Auckland Council reported that there are 819 new Aucklanders every week. To put this into perspective, the council estimates that:
- 344 new homes are built in Auckland every week
- There is a new street created every two days
- 405 jobs are created in Auckland each week
Rent increases have not kept up with property prices, meaning high yields are hard to come by although the huge demand and lack of properties has resulted in great capital gains and your odds of an extended vacancy period are minimal. Good returns can still be had, particularly with investors willing to be creative, while buy and hold is a viable strategy as the city adapts to the stunning population growth.

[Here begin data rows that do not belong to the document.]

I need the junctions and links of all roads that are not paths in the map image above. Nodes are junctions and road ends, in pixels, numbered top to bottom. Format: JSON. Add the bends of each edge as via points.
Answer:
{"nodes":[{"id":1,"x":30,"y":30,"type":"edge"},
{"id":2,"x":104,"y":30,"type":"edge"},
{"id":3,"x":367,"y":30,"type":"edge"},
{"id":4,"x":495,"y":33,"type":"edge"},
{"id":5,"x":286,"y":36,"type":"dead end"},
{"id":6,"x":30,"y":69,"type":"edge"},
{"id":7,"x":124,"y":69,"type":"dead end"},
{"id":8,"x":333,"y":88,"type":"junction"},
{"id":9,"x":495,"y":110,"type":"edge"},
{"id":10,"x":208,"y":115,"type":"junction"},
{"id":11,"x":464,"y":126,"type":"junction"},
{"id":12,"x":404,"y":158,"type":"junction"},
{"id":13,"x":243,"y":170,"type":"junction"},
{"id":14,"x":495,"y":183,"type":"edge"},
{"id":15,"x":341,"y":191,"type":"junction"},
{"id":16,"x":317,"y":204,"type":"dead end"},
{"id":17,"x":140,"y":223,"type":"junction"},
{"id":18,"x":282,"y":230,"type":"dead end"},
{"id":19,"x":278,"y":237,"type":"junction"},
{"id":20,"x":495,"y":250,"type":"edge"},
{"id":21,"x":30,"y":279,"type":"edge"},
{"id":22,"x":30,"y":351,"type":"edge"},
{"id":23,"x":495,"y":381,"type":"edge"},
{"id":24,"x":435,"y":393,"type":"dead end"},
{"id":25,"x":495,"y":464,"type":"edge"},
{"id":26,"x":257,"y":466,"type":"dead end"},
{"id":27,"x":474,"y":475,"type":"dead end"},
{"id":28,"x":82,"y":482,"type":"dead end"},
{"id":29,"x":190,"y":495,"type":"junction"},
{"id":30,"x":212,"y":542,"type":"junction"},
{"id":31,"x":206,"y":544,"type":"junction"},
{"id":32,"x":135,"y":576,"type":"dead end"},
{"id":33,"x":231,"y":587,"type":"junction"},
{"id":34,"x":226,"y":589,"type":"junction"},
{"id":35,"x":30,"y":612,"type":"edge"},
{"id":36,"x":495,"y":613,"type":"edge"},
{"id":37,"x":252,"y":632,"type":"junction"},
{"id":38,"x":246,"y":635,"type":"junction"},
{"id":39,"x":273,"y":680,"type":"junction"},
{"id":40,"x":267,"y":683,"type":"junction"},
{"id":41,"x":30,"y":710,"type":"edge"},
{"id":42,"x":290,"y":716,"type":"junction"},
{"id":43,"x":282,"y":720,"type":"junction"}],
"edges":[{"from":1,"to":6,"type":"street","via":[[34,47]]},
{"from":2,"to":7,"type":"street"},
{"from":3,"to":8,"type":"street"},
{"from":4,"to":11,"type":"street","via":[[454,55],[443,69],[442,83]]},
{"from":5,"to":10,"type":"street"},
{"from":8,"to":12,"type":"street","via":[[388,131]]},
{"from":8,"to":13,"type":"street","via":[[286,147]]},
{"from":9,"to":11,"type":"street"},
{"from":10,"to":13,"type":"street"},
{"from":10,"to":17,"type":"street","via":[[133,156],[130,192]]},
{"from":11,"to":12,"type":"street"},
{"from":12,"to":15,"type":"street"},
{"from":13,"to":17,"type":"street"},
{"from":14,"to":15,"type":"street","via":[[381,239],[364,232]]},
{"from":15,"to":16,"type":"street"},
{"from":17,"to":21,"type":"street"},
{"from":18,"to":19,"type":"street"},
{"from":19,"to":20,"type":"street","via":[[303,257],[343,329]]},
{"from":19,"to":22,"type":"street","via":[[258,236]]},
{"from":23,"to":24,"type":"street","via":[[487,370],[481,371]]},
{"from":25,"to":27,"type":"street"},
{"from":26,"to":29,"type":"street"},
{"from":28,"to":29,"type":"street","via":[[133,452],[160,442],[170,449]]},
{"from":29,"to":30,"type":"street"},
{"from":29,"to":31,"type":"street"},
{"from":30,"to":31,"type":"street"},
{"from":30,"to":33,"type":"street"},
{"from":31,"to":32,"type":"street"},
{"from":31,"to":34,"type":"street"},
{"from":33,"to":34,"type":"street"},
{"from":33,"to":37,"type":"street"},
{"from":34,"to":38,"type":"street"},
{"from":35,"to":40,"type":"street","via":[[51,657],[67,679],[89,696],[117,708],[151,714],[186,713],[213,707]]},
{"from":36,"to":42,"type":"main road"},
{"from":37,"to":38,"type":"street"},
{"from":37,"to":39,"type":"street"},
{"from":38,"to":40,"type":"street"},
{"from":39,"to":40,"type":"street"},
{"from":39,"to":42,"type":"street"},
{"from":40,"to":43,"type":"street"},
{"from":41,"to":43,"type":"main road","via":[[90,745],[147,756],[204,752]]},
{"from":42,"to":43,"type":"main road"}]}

|Population||1,493,200 (2013 Census)|
|Forecast Population||2,010,500 (2033) and 2,229,300 (2043), source Stats NZ|
|Tertiary Education||The University of Auckland
Auckland Univeristy of Technology
|Main Industries||Food & Beverage, Information Communications Technology, Tourism,Construction and Engineering, Manufacturing, International Education, Marine|
|Ports and Rail||Ports of Auckland
|Public Transport||Auckland Transport Bus, Train or Ferry|
The Auckland Unitary Plan
To be added...
The Different Areas
Auckland City CBD
The CBD area is dominated by apartments with a mix of sutdent and investor rentals with "central lifestyle" properties. CBD apartments are attractive for investors for their strong rental damand and higher rental yields. A number of new developments are in the pipeline and for investors Dual Key apartment options are starting to prove popular. When considering an apartment check the title of the land and the age of the building. In the past water tightness issues have caused major headaches for apartment owners, however building standards have been significantly improved in recent times.

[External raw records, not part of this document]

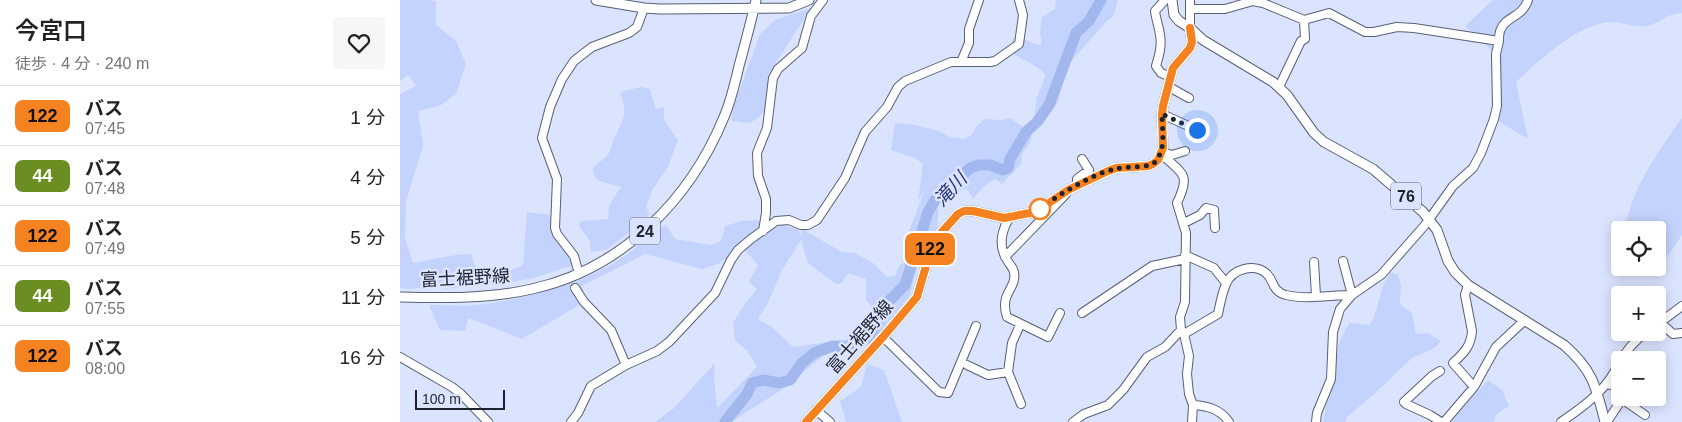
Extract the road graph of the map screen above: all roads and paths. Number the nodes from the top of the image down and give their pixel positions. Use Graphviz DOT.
graph roads {
  1 [pos="596,0"];
  2 [pos="809,0"];
  3 [pos="824,0"];
  4 [pos="979,0"];
  5 [pos="1018,0"];
  6 [pos="1165,0"];
  7 [pos="1172,0"];
  8 [pos="1190,0"];
  9 [pos="1528,0"];
  10 [pos="756,4"];
  11 [pos="646,5"];
  12 [pos="1190,9"];
  13 [pos="1304,20"];
  14 [pos="1190,28"];
  15 [pos="1499,40"];
  16 [pos="961,62"];
  17 [pos="1171,77"];
  18 [pos="1169,87"];
  19 [pos="1280,87"];
  20 [pos="1189,98"];
  21 [pos="1162,114"];
  22 [pos="1197,130"];
  23 [pos="1185,151"];
  24 [pos="1162,153"];
  25 [pos="1082,158"];
  26 [pos="1078,185"];
  27 [pos="1068,190"];
  28 [pos="1010,218"];
  29 [pos="1429,220"];
  30 [pos="1184,223"];
  31 [pos="1215,228"];
  32 [pos="763,231"];
  33 [pos="1005,257"];
  34 [pos="1185,257"];
  35 [pos="1343,261"];
  36 [pos="1314,262"];
  37 [pos="577,267"];
  38 [pos="1226,283"];
  39 [pos="1468,285"];
  40 [pos="575,288"];
  41 [pos="1352,295"];
  42 [pos="1316,296"];
  43 [pos="400,297"];
  44 [pos="1682,306"];
  45 [pos="1060,313"];
  46 [pos="1082,313"];
  47 [pos="1666,318"];
  48 [pos="1525,320"];
  49 [pos="1020,324"];
  50 [pos="976,326"];
  51 [pos="1666,328"];
  52 [pos="1182,332"];
  53 [pos="1682,333"];
  54 [pos="883,337"];
  55 [pos="1636,341"];
  56 [pos="1626,351"];
  57 [pos="400,358"];
  58 [pos="626,365"];
  59 [pos="967,365"];
  60 [pos="1440,371"];
  61 [pos="1008,372"];
  62 [pos="1611,377"];
  63 [pos="1607,384"];
  64 [pos="1611,385"];
  65 [pos="1474,387"];
  66 [pos="1598,394"];
  67 [pos="1020,404"];
  68 [pos="1193,405"];
  69 [pos="1617,406"];
  70 [pos="1632,406"];
  71 [pos="816,410"];
  72 [pos="1645,415"];
  73 [pos="488,422"];
  74 [pos="571,422"];
  75 [pos="806,422"];
  76 [pos="830,422"];
  77 [pos="1073,422"];
  78 [pos="1192,422"];
  79 [pos="1229,422"];
  80 [pos="1316,422"];
  81 [pos="1443,422"];
  82 [pos="1561,422"];
  83 [pos="1606,422"];
  1 -- 11 [label="main road"];
  2 -- 10 [label="main road"];
  3 -- 32 [label="street"];
  4 -- 16 [label="street"];
  5 -- 16 [label="street"];
  6 -- 17 [label="street"];
  7 -- 14 [label="main road, 76"];
  8 -- 12 [label="street"];
  9 -- 15 [label="street"];
  10 -- 11 [label="main road"];
  10 -- 43 [label="main road, 富士裾野線 / 24"];
  11 -- 37 [label="street"];
  12 -- 13 [label="street"];
  12 -- 14 [label="street"];
  13 -- 15 [label="street"];
  13 -- 19 [label="street"];
  14 -- 17 [label="main road"];
  14 -- 19 [label="main road, 76"];
  15 -- 29 [label="street"];
  16 -- 32 [label="street"];
  17 -- 18 [label="main road"];
  18 -- 20 [label="street"];
  18 -- 21 [label="main road"];
  19 -- 29 [label="main road, 76"];
  21 -- 22 [label="street"];
  21 -- 24 [label="main road"];
  23 -- 24 [label="street"];
  24 -- 26 [label="main road, 富士裾野線"];
  24 -- 30 [label="street"];
  25 -- 26 [label="street"];
  26 -- 27 [label="main road, 富士裾野線"];
  27 -- 28 [label="main road, 富士裾野線"];
  27 -- 33 [label="street"];
  28 -- 33 [label="street"];
  28 -- 54 [label="main road, 富士裾野線"];
  29 -- 39 [label="main road, 76"];
  29 -- 41 [label="street"];
  30 -- 31 [label="street"];
  30 -- 34 [label="street"];
  32 -- 58 [label="street"];
  33 -- 49 [label="street"];
  34 -- 38 [label="street"];
  34 -- 46 [label="street"];
  34 -- 52 [label="street"];
  35 -- 41 [label="street"];
  36 -- 42 [label="street"];
  38 -- 42 [label="street"];
  38 -- 52 [label="street"];
  39 -- 48 [label="main road, 76"];
  39 -- 65 [label="street"];
  40 -- 58 [label="street"];
  41 -- 42 [label="street"];
  41 -- 80 [label="street"];
  44 -- 47 [label="street"];
  45 -- 49 [label="street"];
  48 -- 65 [label="street"];
  48 -- 66 [label="main road, 76"];
  49 -- 61 [label="street"];
  50 -- 54 [label="street"];
  51 -- 53 [label="street"];
  52 -- 68 [label="street"];
  52 -- 77 [label="street"];
  54 -- 71 [label="main road, 富士裾野線"];
  55 -- 56 [label="street"];
  57 -- 73 [label="street"];
  58 -- 74 [label="street"];
  59 -- 61 [label="street"];
  60 -- 81 [label="street"];
  61 -- 67 [label="street"];
  62 -- 63 [label="street"];
  63 -- 64 [label="street"];
  63 -- 66 [label="street"];
  65 -- 81 [label="street"];
  66 -- 82 [label="street"];
  66 -- 83 [label="main road, 76"];
  68 -- 78 [label="street"];
  68 -- 79 [label="street"];
  69 -- 83 [label="street"];
  70 -- 72 [label="street"];
  71 -- 75 [label="main road, 富士裾野線"];
  71 -- 76 [label="street"];
}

Mt Albert, Kingsland, Newmarket, Parnell and Ponsonby have seen changes recently with more apartment developments being produced. These are sought after suburbs for home owners and tenants due to their proximity to the city and entertainment areas of Ponsonby, “K road” and Eden Park. These areas reflect their proximity in their price.
West Auckland has always been a popular investment choice, lower prices than central and a strong rental demand makes yields more attractive. Suburbs along the Western train line are generally good options. These include Avondale, New Lynn, Glen Eden, Henderson and Swanson. Te Atatu is also popular and improved transport links out west will open up this region with further population growth predicted. Multi-income properties are the common strategy to get good yields, either by converting and existing property or buying an investment where the work is already done. Make sure you check any work or planned projects with council first.
North West Auckland
Near the end of SH16 you come into Massey, West harbour. Massey and Royal Heights have traditionally been a high rental area and with a lot of 80’s Keith Hay style "box" homes, an abundance of renovation opportunities exist. West Harbour has a higher home owner rate and tends to be segregated into New and Old West Harbour, Old West harbour comprises of a similar 80s houses as Massey and New West Harbour a higher proportion of 90’s plaster clad homes, which you need to be careful when buying because of perceptions of weather tightness. Hobsonville has made headlines after the conversion of 167ha Air force base into a sustainable government Special Housing Area comprising of 4500 townhouses and apartments. This area has seen huge capital gains and a demand that doesn’t seem to be diminishing although prices are nearing seven figures.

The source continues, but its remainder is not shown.